Once I’d made the various changes and saved all the artefacts, I refreshed the page and starting seeing some unexpected behaviour. The name parameter came through as null regardless of what I set it to. Debug statements in the lightning component showed that the name had a value (it wasn’t a hardcoded string unlike the example above!), but some time after I added it to the action it went bad. Making it a hardcoded string didn’t help, nor did juking around the other parameters. I even tried adding more parameters that definitely didn’t exist server side, but nothing helped.

After a some time and about and thousand debug statements later, I found that while I might be adding the new parameter to my params object, when that was sent to the server it had disappeared, hence the server always reported null.

Cache is king

I then tried what I should have as soon as this manifested itself, the browser equivalent of turning it off and on again. I closed the browser tab and opened a new one. Lo and behold everything worked as expected. We all know that the lightning framework aggressively caches on the front end to improve performance, and it looks like the client retained a metadata view of the server side signature after I changed it.

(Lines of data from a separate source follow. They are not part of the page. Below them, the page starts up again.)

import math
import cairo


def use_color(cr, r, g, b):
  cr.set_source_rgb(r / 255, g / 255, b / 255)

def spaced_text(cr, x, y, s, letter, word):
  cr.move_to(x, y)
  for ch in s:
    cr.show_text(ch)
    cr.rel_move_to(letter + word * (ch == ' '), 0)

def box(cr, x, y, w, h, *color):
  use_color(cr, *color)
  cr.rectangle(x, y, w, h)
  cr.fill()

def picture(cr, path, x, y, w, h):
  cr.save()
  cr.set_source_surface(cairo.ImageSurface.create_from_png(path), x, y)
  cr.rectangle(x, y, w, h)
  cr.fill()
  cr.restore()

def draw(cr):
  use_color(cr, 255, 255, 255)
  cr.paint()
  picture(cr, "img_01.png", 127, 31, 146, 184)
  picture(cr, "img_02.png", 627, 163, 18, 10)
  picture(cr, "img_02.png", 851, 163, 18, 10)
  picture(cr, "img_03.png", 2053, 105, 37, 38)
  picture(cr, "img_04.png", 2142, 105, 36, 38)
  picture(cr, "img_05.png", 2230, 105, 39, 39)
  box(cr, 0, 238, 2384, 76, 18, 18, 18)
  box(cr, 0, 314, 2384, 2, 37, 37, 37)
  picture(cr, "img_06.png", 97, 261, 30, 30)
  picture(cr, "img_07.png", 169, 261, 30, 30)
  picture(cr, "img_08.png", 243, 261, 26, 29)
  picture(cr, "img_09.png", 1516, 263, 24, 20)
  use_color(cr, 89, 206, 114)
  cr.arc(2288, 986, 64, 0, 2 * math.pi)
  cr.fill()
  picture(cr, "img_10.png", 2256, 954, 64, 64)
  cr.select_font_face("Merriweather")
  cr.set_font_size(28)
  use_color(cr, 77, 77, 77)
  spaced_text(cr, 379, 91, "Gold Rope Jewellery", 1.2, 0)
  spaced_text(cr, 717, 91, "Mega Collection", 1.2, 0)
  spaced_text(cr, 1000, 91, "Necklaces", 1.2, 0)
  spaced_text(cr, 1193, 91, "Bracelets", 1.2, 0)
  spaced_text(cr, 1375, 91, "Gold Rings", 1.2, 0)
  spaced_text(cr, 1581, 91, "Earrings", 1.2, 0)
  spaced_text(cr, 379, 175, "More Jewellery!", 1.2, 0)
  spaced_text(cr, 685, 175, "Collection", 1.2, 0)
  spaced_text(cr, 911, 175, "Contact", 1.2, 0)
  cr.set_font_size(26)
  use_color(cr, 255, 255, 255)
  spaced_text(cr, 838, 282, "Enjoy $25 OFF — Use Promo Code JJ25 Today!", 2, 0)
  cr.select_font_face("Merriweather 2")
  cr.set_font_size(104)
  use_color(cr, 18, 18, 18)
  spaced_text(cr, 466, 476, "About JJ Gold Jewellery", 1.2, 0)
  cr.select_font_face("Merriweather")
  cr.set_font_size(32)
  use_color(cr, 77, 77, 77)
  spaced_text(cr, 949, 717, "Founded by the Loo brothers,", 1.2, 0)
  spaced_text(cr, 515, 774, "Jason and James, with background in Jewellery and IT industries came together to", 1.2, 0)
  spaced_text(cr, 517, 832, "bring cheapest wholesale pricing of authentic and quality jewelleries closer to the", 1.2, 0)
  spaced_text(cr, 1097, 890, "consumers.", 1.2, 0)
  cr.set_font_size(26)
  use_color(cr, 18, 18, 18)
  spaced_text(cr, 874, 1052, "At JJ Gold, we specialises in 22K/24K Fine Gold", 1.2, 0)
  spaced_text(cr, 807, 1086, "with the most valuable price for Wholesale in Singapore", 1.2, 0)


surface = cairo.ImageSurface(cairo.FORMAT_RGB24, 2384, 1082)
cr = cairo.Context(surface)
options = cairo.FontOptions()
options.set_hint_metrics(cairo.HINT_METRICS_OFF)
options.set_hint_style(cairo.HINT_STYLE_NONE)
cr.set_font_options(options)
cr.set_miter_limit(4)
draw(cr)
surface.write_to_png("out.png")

Now I need to stress that for once I’m not complaining about the behaviour of the framework! This is exactly the kind of thing that I’d expect when caching metadata. It’s not always possible to check everything in a cache is still valid - you quickly start to lose the benefit if you go back and check the source on every request. 

The key takeaway here is that when your application involves caching and you change something which doesn’t work as you expected, open a new tab (or window), or even a new browser. It only takes a few seconds and will save time and heartache in the long run.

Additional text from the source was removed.